Directions for this task: Restate the listing below word for word, and leave its pictures behind.
• • • •
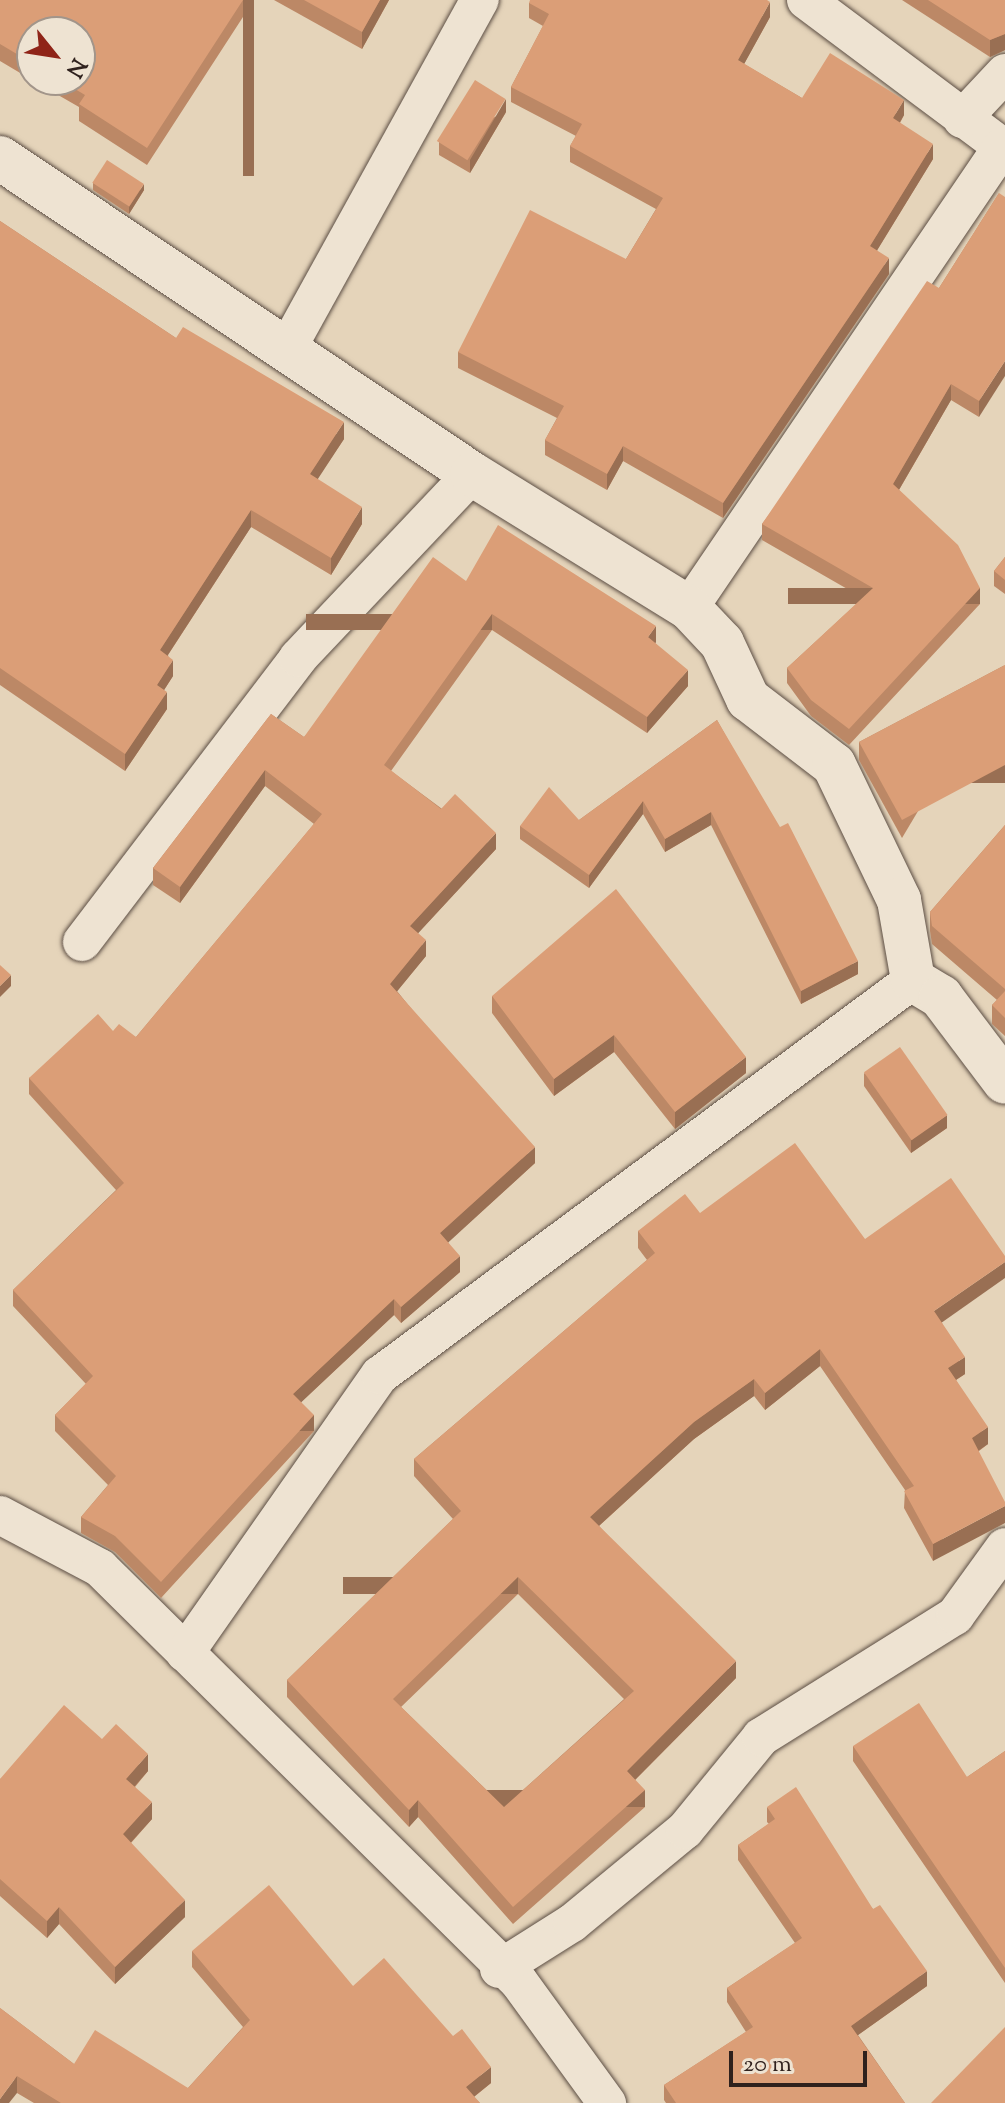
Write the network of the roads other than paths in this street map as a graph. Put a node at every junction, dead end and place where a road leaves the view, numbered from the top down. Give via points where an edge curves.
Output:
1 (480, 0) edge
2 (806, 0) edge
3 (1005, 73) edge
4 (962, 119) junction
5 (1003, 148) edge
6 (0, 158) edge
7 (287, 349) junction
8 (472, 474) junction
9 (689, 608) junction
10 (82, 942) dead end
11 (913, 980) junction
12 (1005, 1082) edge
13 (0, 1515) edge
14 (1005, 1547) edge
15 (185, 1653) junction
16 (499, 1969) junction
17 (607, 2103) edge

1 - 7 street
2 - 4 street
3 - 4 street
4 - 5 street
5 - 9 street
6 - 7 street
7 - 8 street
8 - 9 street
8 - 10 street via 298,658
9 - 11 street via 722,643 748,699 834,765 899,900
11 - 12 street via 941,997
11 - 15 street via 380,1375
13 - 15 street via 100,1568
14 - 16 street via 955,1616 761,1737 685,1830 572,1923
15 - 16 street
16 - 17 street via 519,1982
• • • •
The answer:
Write the network of the roads other than paths in this street map as a graph. Put a node at every junction, dead end and place where a road leaves the view, numbered from the top down. Give via points where an edge curves.
Output:
1 (480, 0) edge
2 (806, 0) edge
3 (1005, 73) edge
4 (962, 119) junction
5 (1003, 148) edge
6 (0, 158) edge
7 (287, 349) junction
8 (472, 474) junction
9 (689, 608) junction
10 (82, 942) dead end
11 (913, 980) junction
12 (1005, 1082) edge
13 (0, 1515) edge
14 (1005, 1547) edge
15 (185, 1653) junction
16 (499, 1969) junction
17 (607, 2103) edge

1 - 7 street
2 - 4 street
3 - 4 street
4 - 5 street
5 - 9 street
6 - 7 street
7 - 8 street
8 - 9 street
8 - 10 street via 298,658
9 - 11 street via 722,643 748,699 834,765 899,900
11 - 12 street via 941,997
11 - 15 street via 380,1375
13 - 15 street via 100,1568
14 - 16 street via 955,1616 761,1737 685,1830 572,1923
15 - 16 street
16 - 17 street via 519,1982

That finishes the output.